One of the key characteristics of Modernist architecture concerns the concept known as ‘form follows function’; a phrase termed by the influential Modernist architect Louis Sullivan.
‘Form follows function’ essentially relates to a strict design point of view, which says that the purpose of the building must be considered first, and how a building looks should be led only by this consideration. As a result the building’s form will express its function.

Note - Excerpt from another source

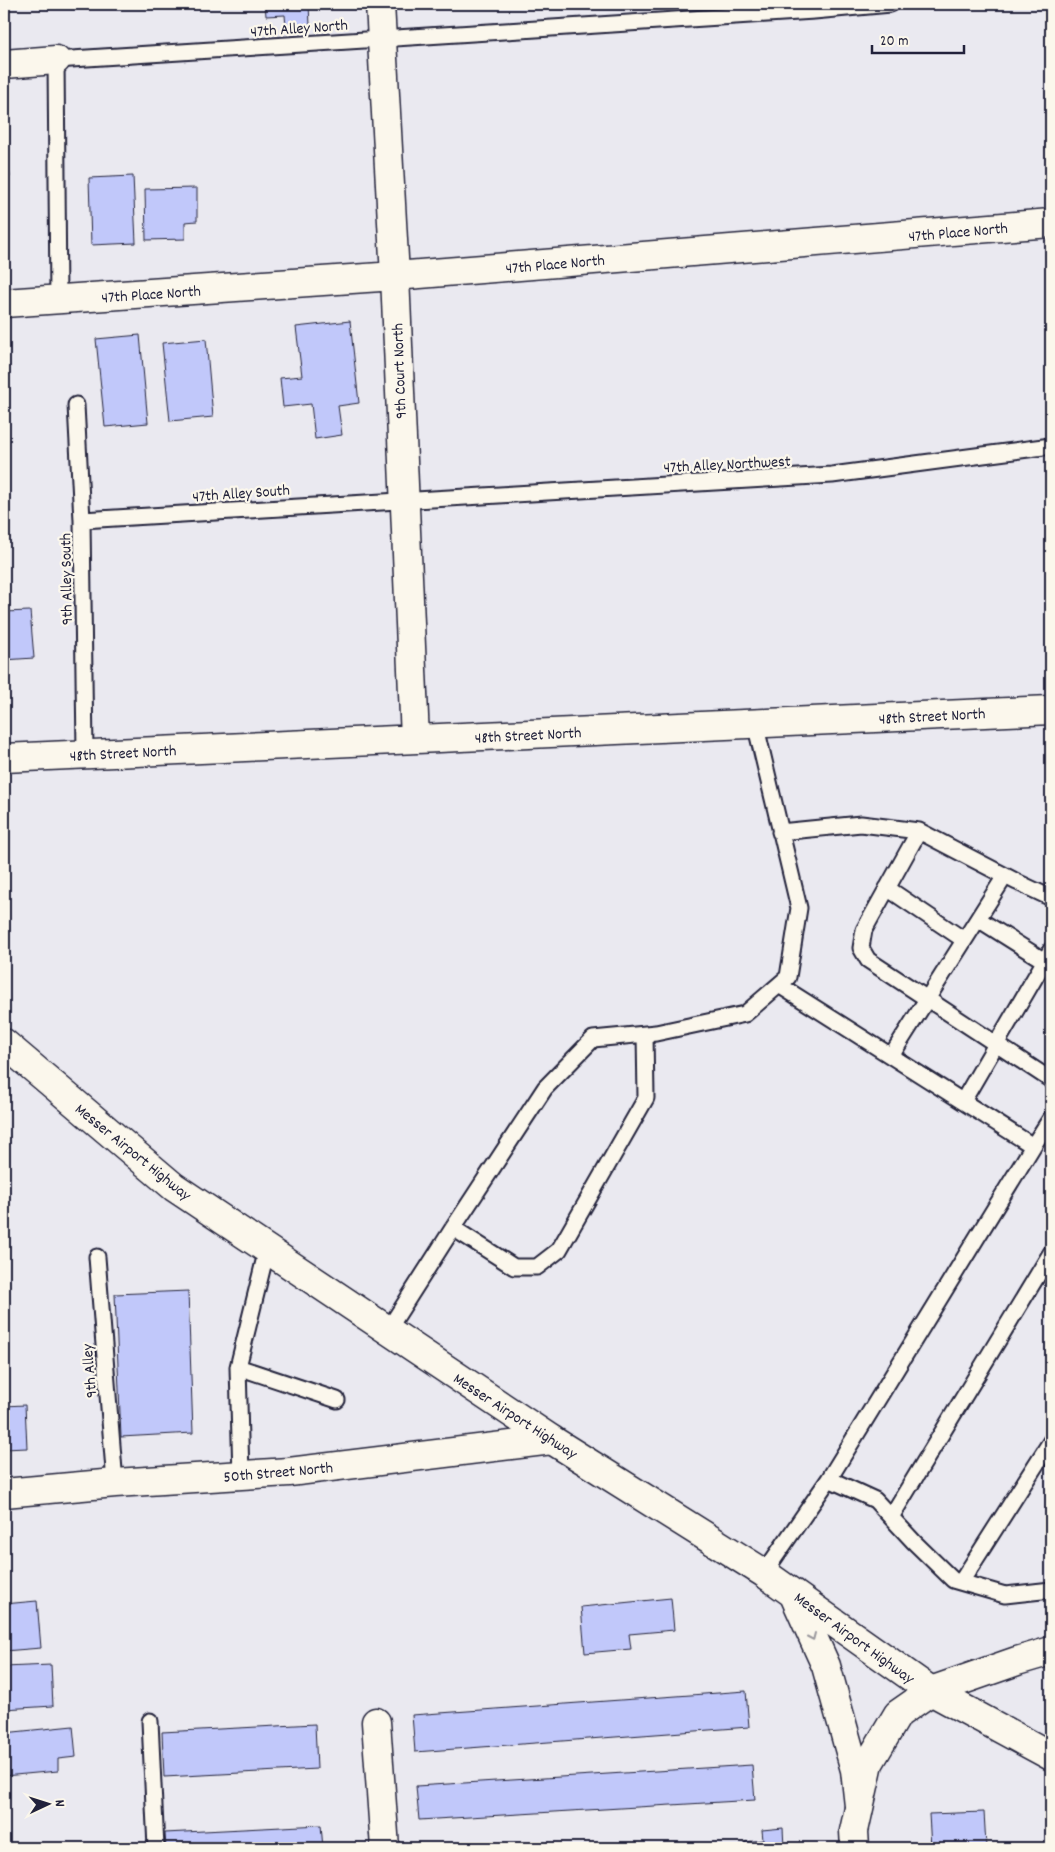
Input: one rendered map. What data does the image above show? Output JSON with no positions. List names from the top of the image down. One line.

This principle can clearly be seen in many parts of Chichester Festival Theatre:
When designing the auditorium the architects knew they had to arrange a certain number of seats around a Thrust stage. They started with a large circle (the auditorium) with a smaller circle inside it, pushed against one side (the stage), and worked from there. They soon decided a hexagonal auditorium would make for better acoustics and would be much cheaper to construct. The demand that the principle part of the building be hexagonal radiates to the external façade of the Theatre in the finished building. The large concrete shell containing the auditorium is left exposed, reflecting the tiered seating inside as it dictates the form of the whole building. Cradled by the cantilevering columns above the foyer space, the auditorium projects out into the park, making a real statement to those visiting the Theatre while showing the building’s internal functions.
You can also see how this building functions structurally as all key structural elements are uncovered. These are the six concrete columns, the two concrete ring beams, the concrete auditorium shell and the high tensile steel rods which run just below the rigging inside the auditorium. All of these elements work in harmony to maintain the structural integrity of the building and not only can be plainly seen, but contribute to the visual effect of the whole building.
The opposite method of the ‘form follows function’ design approach is function follows form, whereby the form or shape of the building dictates the design process of the building. In other words the building is solely driven by the form, which is then used to insert the functions of the building. Prime examples of this design approach can be seen in the works of architects such as Frank Gehry and Zaha Hadid.